WHAT TO DO
Go through the data below line by line and count those containing the word "nodes". Reply with the count only.

Collected data
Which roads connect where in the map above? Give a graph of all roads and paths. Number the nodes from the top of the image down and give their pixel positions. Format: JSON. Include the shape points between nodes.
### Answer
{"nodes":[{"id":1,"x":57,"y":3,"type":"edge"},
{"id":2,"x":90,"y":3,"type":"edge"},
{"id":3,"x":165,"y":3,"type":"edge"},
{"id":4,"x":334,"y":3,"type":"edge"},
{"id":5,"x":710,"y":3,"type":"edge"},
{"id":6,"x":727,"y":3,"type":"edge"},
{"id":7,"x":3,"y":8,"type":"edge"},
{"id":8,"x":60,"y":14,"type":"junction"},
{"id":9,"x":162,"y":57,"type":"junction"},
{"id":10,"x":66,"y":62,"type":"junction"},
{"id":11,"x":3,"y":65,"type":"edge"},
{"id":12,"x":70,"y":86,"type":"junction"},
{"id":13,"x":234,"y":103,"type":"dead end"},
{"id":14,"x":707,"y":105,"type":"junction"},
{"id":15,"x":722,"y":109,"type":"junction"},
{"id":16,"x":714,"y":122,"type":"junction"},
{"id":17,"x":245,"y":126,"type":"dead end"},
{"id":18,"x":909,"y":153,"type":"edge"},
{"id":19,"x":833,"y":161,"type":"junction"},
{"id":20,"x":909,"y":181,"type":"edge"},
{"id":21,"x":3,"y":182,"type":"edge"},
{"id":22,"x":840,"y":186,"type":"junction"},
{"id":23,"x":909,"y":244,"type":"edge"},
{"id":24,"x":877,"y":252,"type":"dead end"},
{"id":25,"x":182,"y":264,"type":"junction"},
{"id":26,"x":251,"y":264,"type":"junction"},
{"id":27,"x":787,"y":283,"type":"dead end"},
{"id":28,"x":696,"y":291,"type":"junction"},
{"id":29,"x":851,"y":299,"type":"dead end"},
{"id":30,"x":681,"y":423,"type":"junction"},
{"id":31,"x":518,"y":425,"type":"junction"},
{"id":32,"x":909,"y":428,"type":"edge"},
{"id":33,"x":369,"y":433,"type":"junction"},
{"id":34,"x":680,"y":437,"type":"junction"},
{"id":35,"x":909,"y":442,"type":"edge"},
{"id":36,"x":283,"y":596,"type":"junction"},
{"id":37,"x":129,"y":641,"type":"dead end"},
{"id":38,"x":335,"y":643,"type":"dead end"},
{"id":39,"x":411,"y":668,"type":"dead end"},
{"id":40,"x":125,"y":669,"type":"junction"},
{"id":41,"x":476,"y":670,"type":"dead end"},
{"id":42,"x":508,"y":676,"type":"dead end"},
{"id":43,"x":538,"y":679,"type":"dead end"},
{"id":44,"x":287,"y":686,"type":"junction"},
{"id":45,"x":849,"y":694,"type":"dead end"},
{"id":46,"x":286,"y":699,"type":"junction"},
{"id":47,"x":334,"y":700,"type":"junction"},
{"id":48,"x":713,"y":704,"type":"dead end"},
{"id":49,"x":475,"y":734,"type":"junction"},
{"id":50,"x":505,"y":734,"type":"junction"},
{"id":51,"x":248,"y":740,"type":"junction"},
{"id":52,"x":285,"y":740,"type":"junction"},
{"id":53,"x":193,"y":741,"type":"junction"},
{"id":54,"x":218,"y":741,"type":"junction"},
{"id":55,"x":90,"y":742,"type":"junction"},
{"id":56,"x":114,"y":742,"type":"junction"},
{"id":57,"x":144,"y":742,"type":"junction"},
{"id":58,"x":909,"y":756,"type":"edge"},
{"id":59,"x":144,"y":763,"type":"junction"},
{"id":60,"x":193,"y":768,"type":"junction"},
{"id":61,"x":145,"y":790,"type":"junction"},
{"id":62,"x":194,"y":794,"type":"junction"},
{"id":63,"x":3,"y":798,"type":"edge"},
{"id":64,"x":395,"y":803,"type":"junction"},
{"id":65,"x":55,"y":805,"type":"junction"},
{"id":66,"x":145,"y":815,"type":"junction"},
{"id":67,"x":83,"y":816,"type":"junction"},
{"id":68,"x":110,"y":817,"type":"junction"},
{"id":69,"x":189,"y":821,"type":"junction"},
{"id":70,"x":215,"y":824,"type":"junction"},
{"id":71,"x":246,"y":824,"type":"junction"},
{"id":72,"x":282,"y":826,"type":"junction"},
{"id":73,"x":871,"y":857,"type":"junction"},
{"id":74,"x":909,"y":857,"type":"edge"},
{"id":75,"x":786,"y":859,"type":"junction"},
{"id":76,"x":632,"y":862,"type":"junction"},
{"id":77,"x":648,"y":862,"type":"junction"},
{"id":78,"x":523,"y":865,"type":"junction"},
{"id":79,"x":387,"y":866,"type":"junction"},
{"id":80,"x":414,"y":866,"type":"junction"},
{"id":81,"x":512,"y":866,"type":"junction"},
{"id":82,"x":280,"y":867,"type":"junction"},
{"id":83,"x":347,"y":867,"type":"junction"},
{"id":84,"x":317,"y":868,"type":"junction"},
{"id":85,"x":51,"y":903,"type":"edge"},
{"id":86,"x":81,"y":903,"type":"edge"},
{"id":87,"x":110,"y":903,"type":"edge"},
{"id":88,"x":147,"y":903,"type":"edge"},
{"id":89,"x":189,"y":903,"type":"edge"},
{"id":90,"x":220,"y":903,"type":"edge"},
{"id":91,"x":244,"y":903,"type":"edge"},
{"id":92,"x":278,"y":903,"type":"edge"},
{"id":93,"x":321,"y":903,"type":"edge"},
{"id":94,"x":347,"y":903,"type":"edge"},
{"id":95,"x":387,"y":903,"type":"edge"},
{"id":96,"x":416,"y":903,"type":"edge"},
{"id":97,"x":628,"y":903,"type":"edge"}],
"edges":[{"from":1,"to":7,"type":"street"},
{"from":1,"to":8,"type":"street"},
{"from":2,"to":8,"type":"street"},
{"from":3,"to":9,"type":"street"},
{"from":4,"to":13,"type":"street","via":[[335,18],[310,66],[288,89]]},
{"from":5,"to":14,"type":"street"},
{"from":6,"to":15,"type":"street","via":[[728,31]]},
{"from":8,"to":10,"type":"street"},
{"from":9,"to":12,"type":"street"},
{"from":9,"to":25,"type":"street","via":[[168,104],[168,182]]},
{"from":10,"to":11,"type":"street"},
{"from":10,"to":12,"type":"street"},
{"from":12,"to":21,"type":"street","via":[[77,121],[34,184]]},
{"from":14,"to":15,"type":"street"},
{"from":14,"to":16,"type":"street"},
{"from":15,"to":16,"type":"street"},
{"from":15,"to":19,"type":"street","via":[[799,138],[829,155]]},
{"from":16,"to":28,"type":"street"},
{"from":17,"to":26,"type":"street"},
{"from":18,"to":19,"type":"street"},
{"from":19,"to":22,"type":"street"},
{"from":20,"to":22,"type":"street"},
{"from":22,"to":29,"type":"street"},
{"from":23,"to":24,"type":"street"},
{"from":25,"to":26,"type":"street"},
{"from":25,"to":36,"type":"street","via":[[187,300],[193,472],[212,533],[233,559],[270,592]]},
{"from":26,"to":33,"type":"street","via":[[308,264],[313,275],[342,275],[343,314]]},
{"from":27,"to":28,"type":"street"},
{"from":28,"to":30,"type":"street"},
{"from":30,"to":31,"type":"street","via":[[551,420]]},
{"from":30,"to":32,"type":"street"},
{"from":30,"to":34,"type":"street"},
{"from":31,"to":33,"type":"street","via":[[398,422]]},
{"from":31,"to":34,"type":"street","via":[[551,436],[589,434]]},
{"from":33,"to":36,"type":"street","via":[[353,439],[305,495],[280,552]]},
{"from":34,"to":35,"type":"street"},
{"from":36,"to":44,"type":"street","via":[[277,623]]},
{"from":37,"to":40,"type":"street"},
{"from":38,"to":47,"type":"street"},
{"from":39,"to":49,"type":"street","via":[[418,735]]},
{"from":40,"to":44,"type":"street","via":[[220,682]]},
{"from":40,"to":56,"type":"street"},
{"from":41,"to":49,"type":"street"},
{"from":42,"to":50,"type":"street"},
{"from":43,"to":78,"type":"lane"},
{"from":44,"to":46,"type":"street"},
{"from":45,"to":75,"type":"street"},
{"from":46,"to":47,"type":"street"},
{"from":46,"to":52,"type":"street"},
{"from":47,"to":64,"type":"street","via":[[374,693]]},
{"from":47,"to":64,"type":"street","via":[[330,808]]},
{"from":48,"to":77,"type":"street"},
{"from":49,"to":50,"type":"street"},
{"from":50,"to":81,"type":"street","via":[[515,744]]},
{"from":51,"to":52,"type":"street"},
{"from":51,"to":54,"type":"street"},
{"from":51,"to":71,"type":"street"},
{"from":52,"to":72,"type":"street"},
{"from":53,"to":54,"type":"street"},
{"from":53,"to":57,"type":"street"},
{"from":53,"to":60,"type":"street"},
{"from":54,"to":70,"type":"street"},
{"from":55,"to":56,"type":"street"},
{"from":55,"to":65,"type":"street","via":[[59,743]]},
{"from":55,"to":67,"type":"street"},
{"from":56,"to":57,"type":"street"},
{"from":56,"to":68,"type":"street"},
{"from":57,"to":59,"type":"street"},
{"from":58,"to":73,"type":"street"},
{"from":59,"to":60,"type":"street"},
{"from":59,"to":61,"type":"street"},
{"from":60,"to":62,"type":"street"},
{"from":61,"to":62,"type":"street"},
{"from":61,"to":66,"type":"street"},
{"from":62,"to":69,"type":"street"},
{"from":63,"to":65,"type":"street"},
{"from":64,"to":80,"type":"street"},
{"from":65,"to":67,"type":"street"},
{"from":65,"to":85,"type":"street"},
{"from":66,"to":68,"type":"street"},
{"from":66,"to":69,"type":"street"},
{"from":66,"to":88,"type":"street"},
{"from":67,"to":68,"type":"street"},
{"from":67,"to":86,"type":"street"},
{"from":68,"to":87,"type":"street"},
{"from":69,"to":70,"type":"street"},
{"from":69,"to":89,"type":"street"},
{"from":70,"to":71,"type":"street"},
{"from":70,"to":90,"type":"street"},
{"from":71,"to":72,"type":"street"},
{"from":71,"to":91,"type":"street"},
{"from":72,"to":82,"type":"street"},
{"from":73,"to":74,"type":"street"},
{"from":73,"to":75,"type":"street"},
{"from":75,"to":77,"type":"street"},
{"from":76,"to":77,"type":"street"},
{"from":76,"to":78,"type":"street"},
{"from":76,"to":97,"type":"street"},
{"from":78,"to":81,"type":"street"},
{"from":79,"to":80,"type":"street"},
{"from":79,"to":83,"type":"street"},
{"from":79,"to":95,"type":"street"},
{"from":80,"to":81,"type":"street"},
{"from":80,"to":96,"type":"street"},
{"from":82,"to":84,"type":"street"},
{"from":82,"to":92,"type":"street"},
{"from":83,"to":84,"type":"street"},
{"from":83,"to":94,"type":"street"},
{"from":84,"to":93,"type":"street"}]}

SOLUTION TO THIS EXERCISE
2